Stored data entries
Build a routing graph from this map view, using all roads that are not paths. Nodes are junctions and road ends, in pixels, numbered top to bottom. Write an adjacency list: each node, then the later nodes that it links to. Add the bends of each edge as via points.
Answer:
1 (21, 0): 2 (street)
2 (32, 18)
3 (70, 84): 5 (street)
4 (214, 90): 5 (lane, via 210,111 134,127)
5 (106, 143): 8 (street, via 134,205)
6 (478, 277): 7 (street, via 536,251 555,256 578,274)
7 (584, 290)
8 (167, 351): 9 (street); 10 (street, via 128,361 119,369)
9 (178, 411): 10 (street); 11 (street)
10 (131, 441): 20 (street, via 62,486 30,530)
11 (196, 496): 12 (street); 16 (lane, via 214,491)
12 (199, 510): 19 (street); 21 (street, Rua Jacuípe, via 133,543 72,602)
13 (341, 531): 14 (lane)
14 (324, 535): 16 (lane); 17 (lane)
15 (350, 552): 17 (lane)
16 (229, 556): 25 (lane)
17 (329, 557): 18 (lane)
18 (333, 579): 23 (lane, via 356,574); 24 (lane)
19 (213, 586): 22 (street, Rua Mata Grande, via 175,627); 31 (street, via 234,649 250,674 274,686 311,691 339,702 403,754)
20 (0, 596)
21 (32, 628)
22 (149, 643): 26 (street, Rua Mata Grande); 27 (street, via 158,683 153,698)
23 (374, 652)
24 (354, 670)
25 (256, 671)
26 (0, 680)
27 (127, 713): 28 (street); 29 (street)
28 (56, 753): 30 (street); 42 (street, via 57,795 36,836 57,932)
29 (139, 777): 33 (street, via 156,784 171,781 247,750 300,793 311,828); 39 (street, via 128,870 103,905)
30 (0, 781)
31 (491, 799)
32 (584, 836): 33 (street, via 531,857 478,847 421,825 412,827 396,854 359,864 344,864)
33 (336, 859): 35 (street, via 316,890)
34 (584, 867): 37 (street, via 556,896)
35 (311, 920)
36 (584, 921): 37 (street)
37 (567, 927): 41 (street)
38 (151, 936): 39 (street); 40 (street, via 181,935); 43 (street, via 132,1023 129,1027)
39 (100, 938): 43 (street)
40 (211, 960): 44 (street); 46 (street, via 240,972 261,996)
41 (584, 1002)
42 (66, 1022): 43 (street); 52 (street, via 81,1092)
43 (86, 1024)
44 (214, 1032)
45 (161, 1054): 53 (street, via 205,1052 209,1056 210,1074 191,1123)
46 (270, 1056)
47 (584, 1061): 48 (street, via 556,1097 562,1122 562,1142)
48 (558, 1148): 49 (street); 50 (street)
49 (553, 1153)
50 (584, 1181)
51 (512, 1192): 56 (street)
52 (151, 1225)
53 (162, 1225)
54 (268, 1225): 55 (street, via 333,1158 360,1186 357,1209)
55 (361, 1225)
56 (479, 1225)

■ Problem details
From the first line to the last, return the data above exactly.

■ Answer space
Build a routing graph from this map view, using all roads that are not paths. Nodes are junctions and road ends, in pixels, numbered top to bottom. Write an adjacency list: each node, then the later nodes that it links to. Add the bends of each edge as via points.
Answer:
1 (21, 0): 2 (street)
2 (32, 18)
3 (70, 84): 5 (street)
4 (214, 90): 5 (lane, via 210,111 134,127)
5 (106, 143): 8 (street, via 134,205)
6 (478, 277): 7 (street, via 536,251 555,256 578,274)
7 (584, 290)
8 (167, 351): 9 (street); 10 (street, via 128,361 119,369)
9 (178, 411): 10 (street); 11 (street)
10 (131, 441): 20 (street, via 62,486 30,530)
11 (196, 496): 12 (street); 16 (lane, via 214,491)
12 (199, 510): 19 (street); 21 (street, Rua Jacuípe, via 133,543 72,602)
13 (341, 531): 14 (lane)
14 (324, 535): 16 (lane); 17 (lane)
15 (350, 552): 17 (lane)
16 (229, 556): 25 (lane)
17 (329, 557): 18 (lane)
18 (333, 579): 23 (lane, via 356,574); 24 (lane)
19 (213, 586): 22 (street, Rua Mata Grande, via 175,627); 31 (street, via 234,649 250,674 274,686 311,691 339,702 403,754)
20 (0, 596)
21 (32, 628)
22 (149, 643): 26 (street, Rua Mata Grande); 27 (street, via 158,683 153,698)
23 (374, 652)
24 (354, 670)
25 (256, 671)
26 (0, 680)
27 (127, 713): 28 (street); 29 (street)
28 (56, 753): 30 (street); 42 (street, via 57,795 36,836 57,932)
29 (139, 777): 33 (street, via 156,784 171,781 247,750 300,793 311,828); 39 (street, via 128,870 103,905)
30 (0, 781)
31 (491, 799)
32 (584, 836): 33 (street, via 531,857 478,847 421,825 412,827 396,854 359,864 344,864)
33 (336, 859): 35 (street, via 316,890)
34 (584, 867): 37 (street, via 556,896)
35 (311, 920)
36 (584, 921): 37 (street)
37 (567, 927): 41 (street)
38 (151, 936): 39 (street); 40 (street, via 181,935); 43 (street, via 132,1023 129,1027)
39 (100, 938): 43 (street)
40 (211, 960): 44 (street); 46 (street, via 240,972 261,996)
41 (584, 1002)
42 (66, 1022): 43 (street); 52 (street, via 81,1092)
43 (86, 1024)
44 (214, 1032)
45 (161, 1054): 53 (street, via 205,1052 209,1056 210,1074 191,1123)
46 (270, 1056)
47 (584, 1061): 48 (street, via 556,1097 562,1122 562,1142)
48 (558, 1148): 49 (street); 50 (street)
49 (553, 1153)
50 (584, 1181)
51 (512, 1192): 56 (street)
52 (151, 1225)
53 (162, 1225)
54 (268, 1225): 55 (street, via 333,1158 360,1186 357,1209)
55 (361, 1225)
56 (479, 1225)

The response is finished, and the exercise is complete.